On 8 Aug 2014, at 12:05, Justin Edmands wrote:

Aug  8 12:00:53.067 [19948] dbg: learn: auto-learn: message score:
13.934, computed score for autolearn: 17.583
Aug  8 12:00:53.067 [19948] dbg: learn: auto-learn? ham=0, spam=7,
body-points=7.448, head-points=5.511, learned-points=-1.9
Aug  8 12:00:53.067 [19948] dbg: learn: auto-learn: autolearn_force
not flagged for a rule. Body Only Points: 7.448 (3 req'd) / Head Only
Points: 5.511 (3 req'd)
Aug  8 12:00:53.067 [19948] dbg: learn: auto-learn? no: scored as spam
but learner indicated ham (-1.9 < -1)

This is really a SpamAssassin issue rather than a MIMEDefang issue, so you probably could get a better answer from the broader SA community, but I'll offer a vague rambling one :)

The SA auto-learn subsystem is designed to be very cautious in what it learns because it carries diverse mistraining risks. The obvious part of the caution is the spam/non-spam thresholds for auto-learning, but there are also less prominent: the message is rescored for the threshold check using scoreset 0 or 1, the learner demands a minimum of 3 pts each from body & header/network rules to score as spam unless a matched rule has the autolearn_force tflasg set, and other per-rule 'tflags' can modify how the learner acts on a matching message. As a result, a message actually has 5 scores tallied by SA: the normal score using scoreset 3 or 4, the score using scoreset 0 or 1 that gets compared to the spam & nonspam autolearn threshold settings, the body-only score, the header-only score, and the score using only rules with the "learn" tflag (by default, that's only BAYES_* rules) which is reported in debug messages as "learned-points". By default, that last value is used as a backstop to prevent wildly divergent auto-learning. If the Bayes rules score a message <-1 or >1 (by default: a Bayes probability below 1% or above 50%) in dissent from the overall score, the message will not be autolearned.

Is this something that I can fix? I want stuff to be trained as spam
but it doesn't seem to make it. I am thinking it's either a setting I
am not aware of or I need to retrain my bayes DB ham. Any help would
be great.

The real question is whether it is a problem at all, i.e. whether it's a thing that merits fixing rather than a thing that is working as designed and, at least in aggregate, for your benefit. Probably that particular message was spam, given the very high score spread across rule types, but it is certain that learning it as spam would change the way your Bayes DB interprets similar messages and possible (absent other evidence) that it was not spam at all. Unless you do intensive periodic score adjustments of your non-Bayes rules based on a carefully human-classified corpus of messages that are representative of the actual mailstream seen by SA, a well-fed Bayes DB is going to be a better judge than the other (static and mostly default) rules. As of SA v3.4 (which you apparently have, as autolearn_force is new) you can switch bayes_auto_learn_on_error to "1" to flip the auto-learner into a mode where it *ONLY* learns a message when its learned-points classification (i.e. the judgment of the existing Bayes DB) disagrees with classification based on surpassing an autolearn threshold.

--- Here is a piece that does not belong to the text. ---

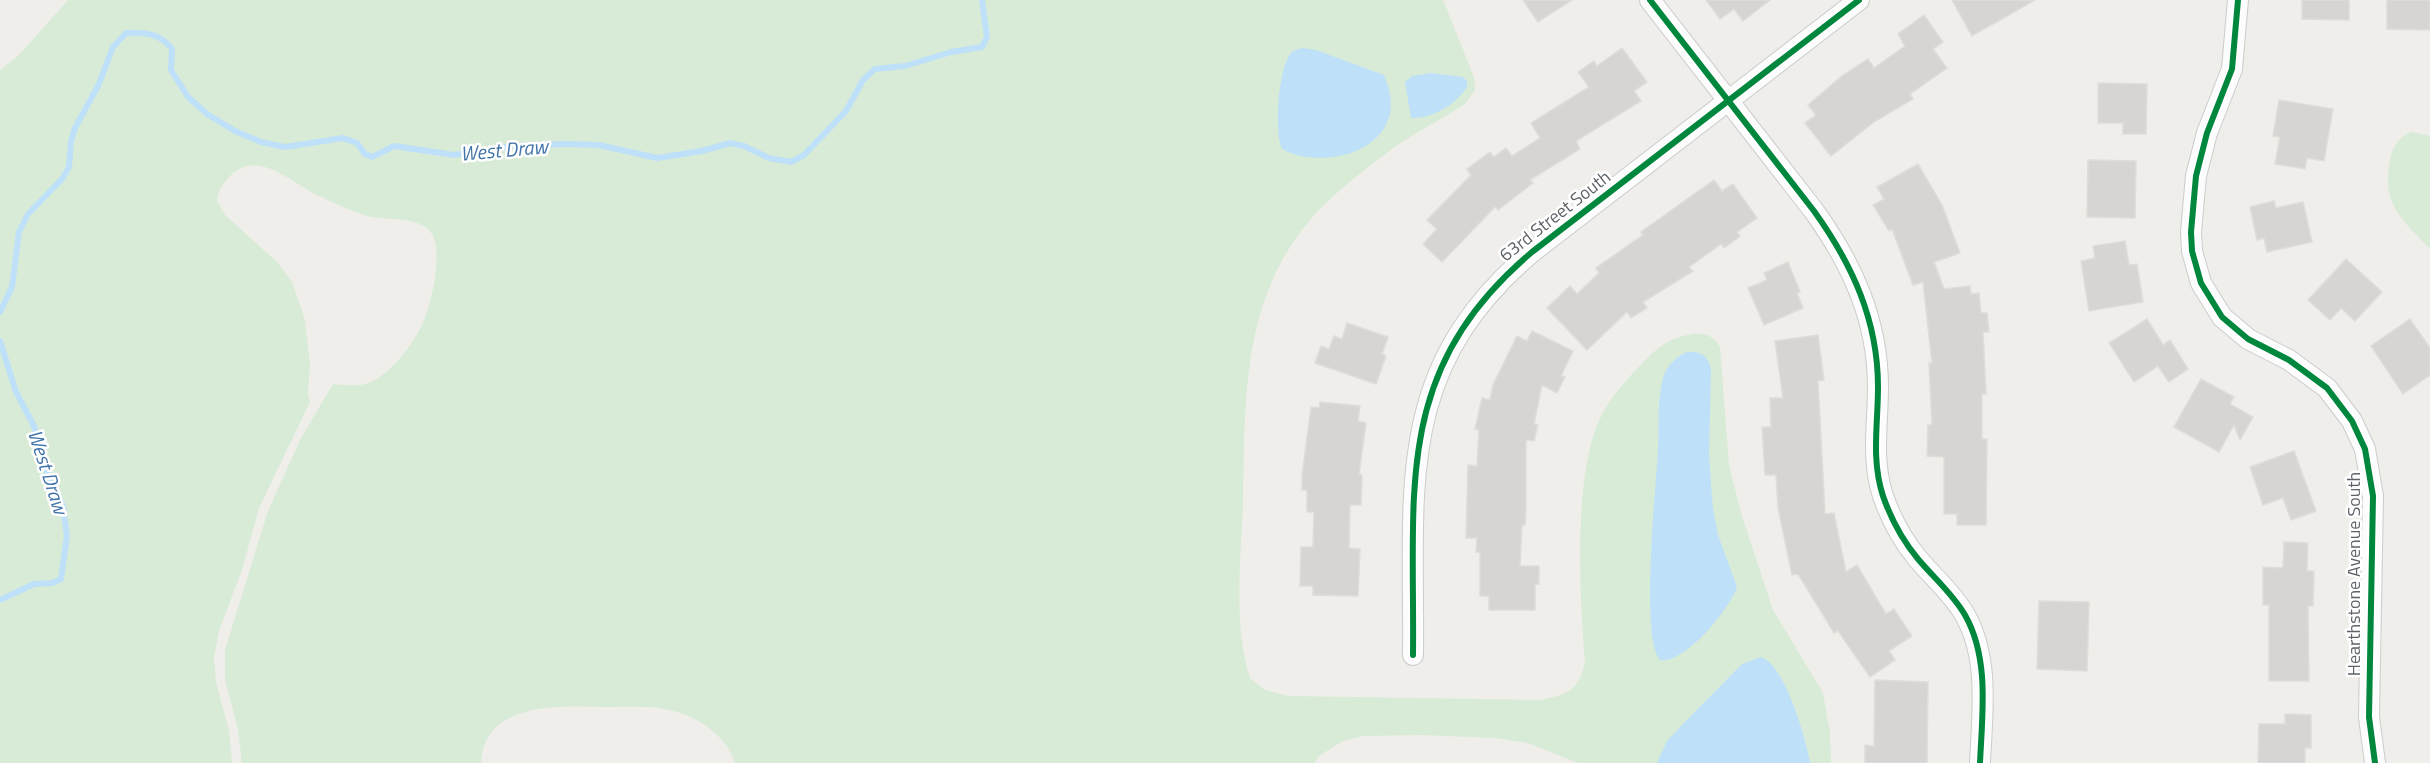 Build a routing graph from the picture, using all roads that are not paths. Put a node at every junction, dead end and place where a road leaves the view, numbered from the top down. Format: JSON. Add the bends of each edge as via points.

Whether you leave bayes_auto_learn_on_error at its default "0" for the traditional behavior or switch it to "1" depends on what you believe to be true about the relative accuracy of your Bayes and non-Bayes SA rules. The traditional behavior expresses an assumption that the Bayes DB is less likely to make a large classification error than the rules used for the autolearn score, while the "learn on error" behavior assumes that your Bayes DB is probably in error when it disagrees with the other SA rules. Which way is better is site-specific, as that is influenced by a site's particular mailstream idiosyncrasies, the autolearn thresholds, local rules, local score adjustments to standard rules, the exclusion of messages from SA scoring by other anti-spam measures, and the nature of what gets fed to the Bayes DB after explicit human classification.

Another way to increase autolearning without going all the way to the "learn on error" behavior is to flag rules that you trust highly as "autolearn_force" so that messages matching them won't ever be excluded from autolearning based on the existing Bayes DB disagreeing with the deterministic rules. I have started doing this for locally-defined meta-rules that match on multiple hits on "net" rules such as the URIBL family. My reasoning there is that an identical message can get autolearned as ham at 12:00 because the spammer filled it with Bayes-busting garbage and freshly minted payload URLs and sent from a fresh "snowshoe" range but score well past the autolearn spam threshold at 12:05 because by then multiple network services checked by SA rules have switched their opinions. In short: there are non-Bayes rules which are more dynamic than Bayes and utilize information invisible to Bayes which are in aggregate an ideal basis for judging Bayes as both wrong on a particular message and in need of training to mitigate future related error.